EXERCISE BRIEF:
Copy down every line of the data that follows exactly. Omit the pictures.

*** Opening of SOURCE MATERIAL ***

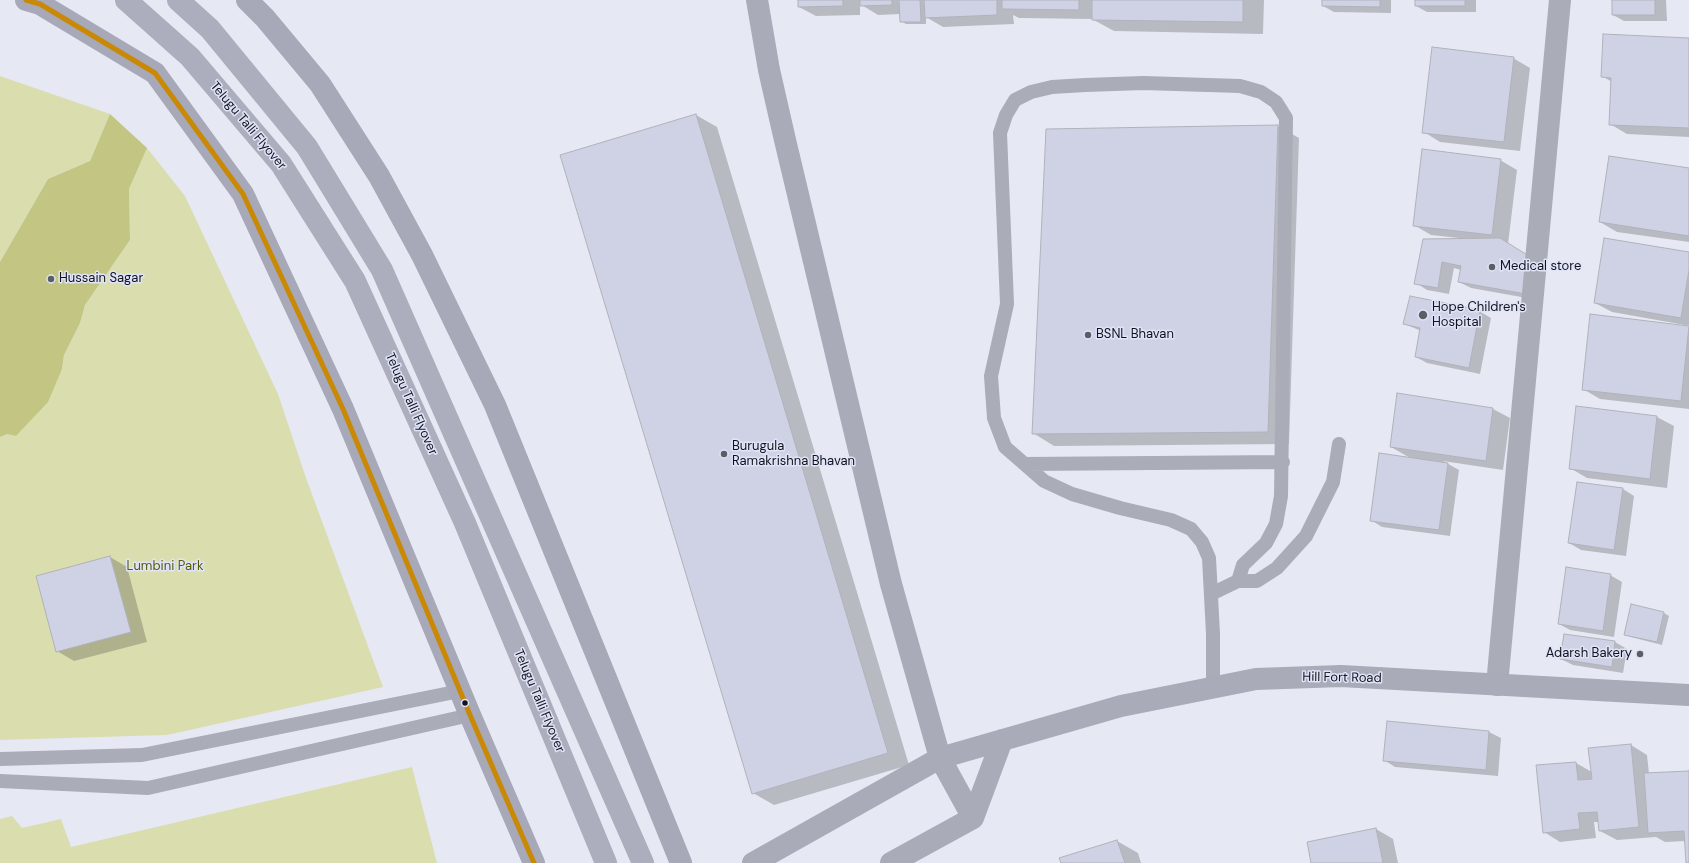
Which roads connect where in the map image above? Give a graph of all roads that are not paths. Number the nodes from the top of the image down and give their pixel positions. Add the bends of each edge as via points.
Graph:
1 (26, 0) edge
2 (126, 0) edge
3 (178, 0) edge
4 (246, 0) edge
5 (757, 0) edge
6 (1560, 0) edge
7 (1339, 444) dead end
8 (1283, 462) junction
9 (1025, 464) junction
10 (1238, 582) junction
11 (1211, 594) junction
12 (1497, 685) junction
13 (1213, 687) junction
14 (460, 691) junction
15 (1689, 695) edge
16 (470, 715) junction
17 (1002, 740) junction
18 (940, 758) junction
19 (0, 759) edge
20 (0, 781) edge
21 (973, 818) junction
22 (534, 863) edge
23 (606, 863) edge
24 (643, 863) edge
25 (681, 863) edge
26 (753, 863) edge
27 (891, 863) edge

1 - 14 highway via 40,4 155,73 243,194 343,409
2 - 23 main road, Telugu Talli Flyover via 190,57 281,164 355,281 465,523
3 - 24 main road, Telugu Talli Flyover via 210,28 307,147 382,270
4 - 25 highway via 265,18 320,84 379,176 422,255 495,405
5 - 18 main road via 783,132 887,569
6 - 12 street
7 - 10 lane via 1333,482 1306,536 1277,568 1257,581
8 - 9 lane
8 - 9 lane via 1286,118 1276,102 1261,92 1240,86 1143,83 1052,87 1031,92 1015,100 1000,133 1007,304 991,376 994,418 1005,447
8 - 10 lane via 1282,496 1276,524 1266,543 1243,565
9 - 11 lane via 1044,481 1072,494 1171,520 1191,529 1202,542 1209,558
10 - 11 lane
11 - 13 lane
12 - 13 main road, Hill Fort Road via 1341,676 1256,679
12 - 15 main road, Hill Fort Road
13 - 17 main road, Hill Fort Road via 1121,706
14 - 16 highway
14 - 19 lane via 142,755
16 - 20 lane via 148,788
16 - 22 highway
17 - 18 main road, Hill Fort Road
17 - 21 main road
18 - 21 main road
18 - 26 main road, Hill Fort Road
21 - 27 main road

*** Close of SOURCE MATERIAL ***

FINISHED TASK:
Which roads connect where in the map image above? Give a graph of all roads that are not paths. Number the nodes from the top of the image down and give their pixel positions. Add the bends of each edge as via points.
Graph:
1 (26, 0) edge
2 (126, 0) edge
3 (178, 0) edge
4 (246, 0) edge
5 (757, 0) edge
6 (1560, 0) edge
7 (1339, 444) dead end
8 (1283, 462) junction
9 (1025, 464) junction
10 (1238, 582) junction
11 (1211, 594) junction
12 (1497, 685) junction
13 (1213, 687) junction
14 (460, 691) junction
15 (1689, 695) edge
16 (470, 715) junction
17 (1002, 740) junction
18 (940, 758) junction
19 (0, 759) edge
20 (0, 781) edge
21 (973, 818) junction
22 (534, 863) edge
23 (606, 863) edge
24 (643, 863) edge
25 (681, 863) edge
26 (753, 863) edge
27 (891, 863) edge

1 - 14 highway via 40,4 155,73 243,194 343,409
2 - 23 main road, Telugu Talli Flyover via 190,57 281,164 355,281 465,523
3 - 24 main road, Telugu Talli Flyover via 210,28 307,147 382,270
4 - 25 highway via 265,18 320,84 379,176 422,255 495,405
5 - 18 main road via 783,132 887,569
6 - 12 street
7 - 10 lane via 1333,482 1306,536 1277,568 1257,581
8 - 9 lane
8 - 9 lane via 1286,118 1276,102 1261,92 1240,86 1143,83 1052,87 1031,92 1015,100 1000,133 1007,304 991,376 994,418 1005,447
8 - 10 lane via 1282,496 1276,524 1266,543 1243,565
9 - 11 lane via 1044,481 1072,494 1171,520 1191,529 1202,542 1209,558
10 - 11 lane
11 - 13 lane
12 - 13 main road, Hill Fort Road via 1341,676 1256,679
12 - 15 main road, Hill Fort Road
13 - 17 main road, Hill Fort Road via 1121,706
14 - 16 highway
14 - 19 lane via 142,755
16 - 20 lane via 148,788
16 - 22 highway
17 - 18 main road, Hill Fort Road
17 - 21 main road
18 - 21 main road
18 - 26 main road, Hill Fort Road
21 - 27 main road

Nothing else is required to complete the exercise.